> [The problem]:
Below are records to retype exactly, except for the pictures.

(Saved data entries)
----------

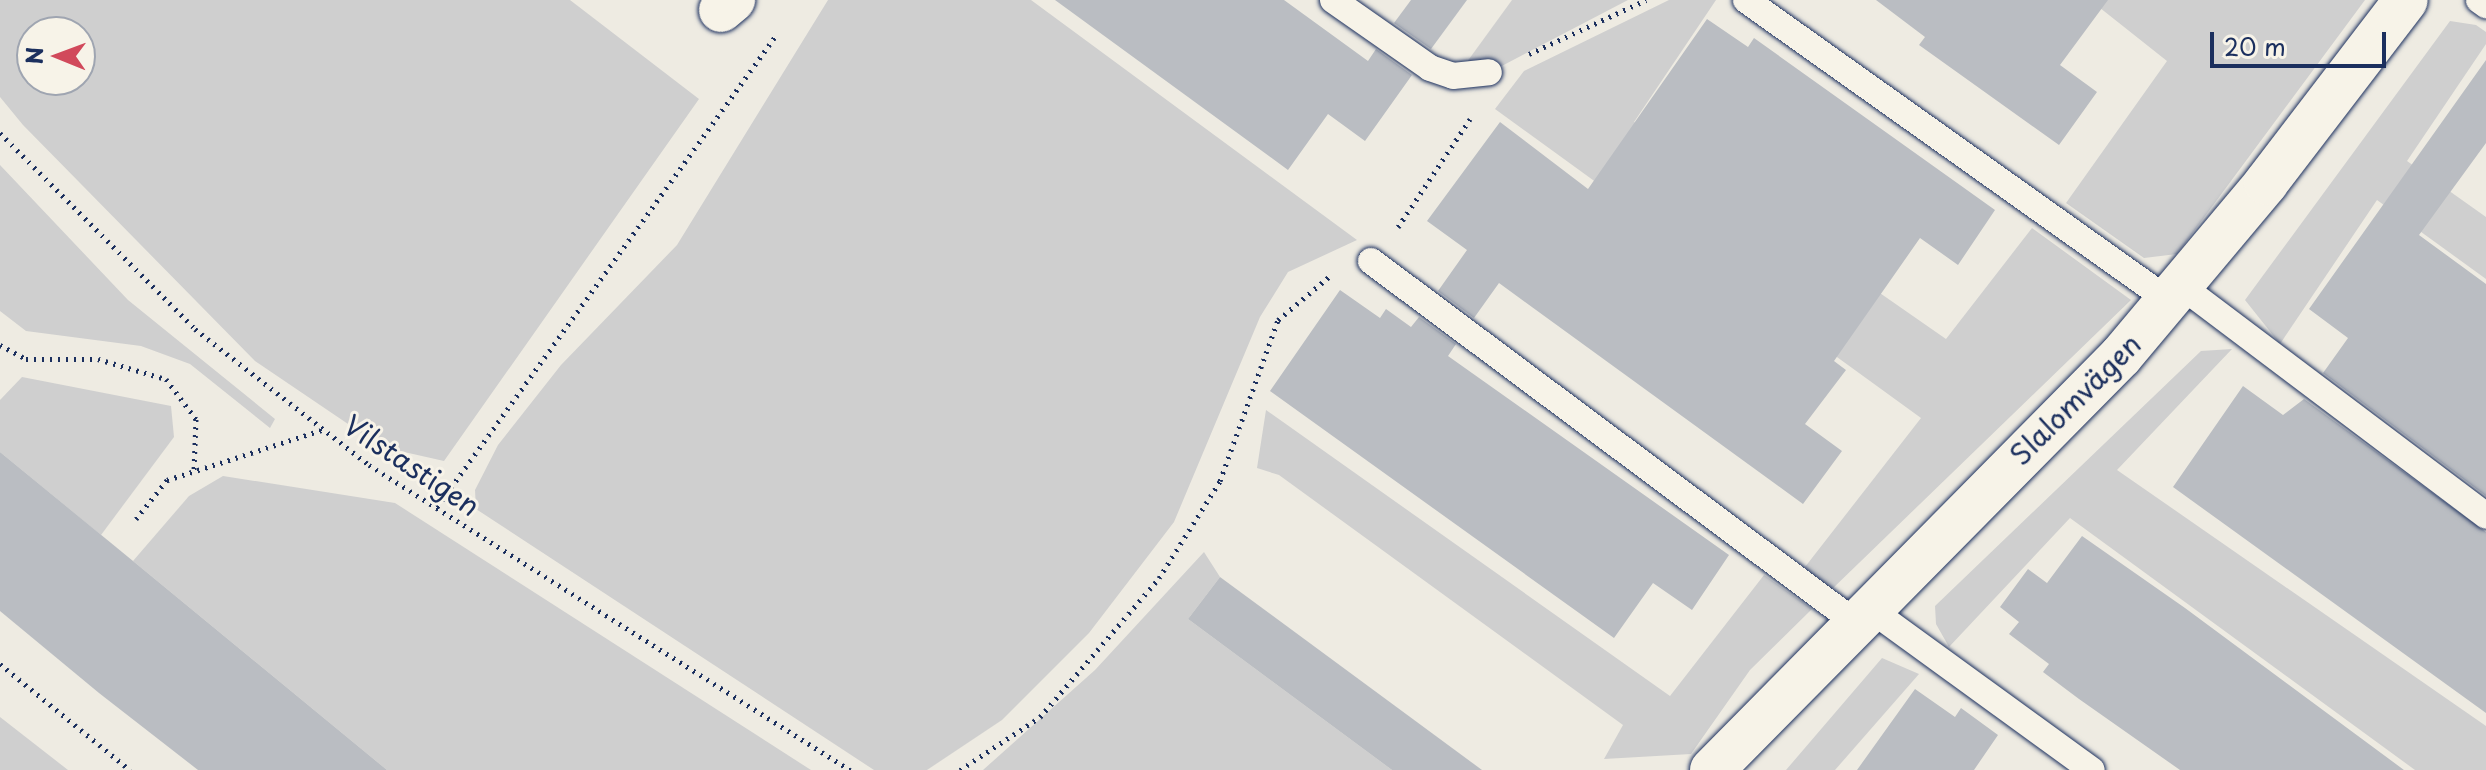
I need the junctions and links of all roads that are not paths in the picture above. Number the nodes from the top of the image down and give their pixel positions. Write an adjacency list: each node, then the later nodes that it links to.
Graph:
1 (1333, 0): 6 (lane)
2 (1746, 0): 8 (lane)
3 (2406, 0): 8 (street, Slalomvägen)
4 (2479, 0): 5 (lane)
5 (2486, 5)
6 (1489, 72)
7 (1371, 261): 10 (lane)
8 (2174, 293): 9 (lane); 10 (street, Slalomvägen)
9 (2486, 516)
10 (1863, 616): 11 (street, Slalomvägen); 12 (lane)
11 (1712, 770)
12 (2092, 770)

----------

> [Solution to the exercise]:
I need the junctions and links of all roads that are not paths in the picture above. Number the nodes from the top of the image down and give their pixel positions. Write an adjacency list: each node, then the later nodes that it links to.
Graph:
1 (1333, 0): 6 (lane)
2 (1746, 0): 8 (lane)
3 (2406, 0): 8 (street, Slalomvägen)
4 (2479, 0): 5 (lane)
5 (2486, 5)
6 (1489, 72)
7 (1371, 261): 10 (lane)
8 (2174, 293): 9 (lane); 10 (street, Slalomvägen)
9 (2486, 516)
10 (1863, 616): 11 (street, Slalomvägen); 12 (lane)
11 (1712, 770)
12 (2092, 770)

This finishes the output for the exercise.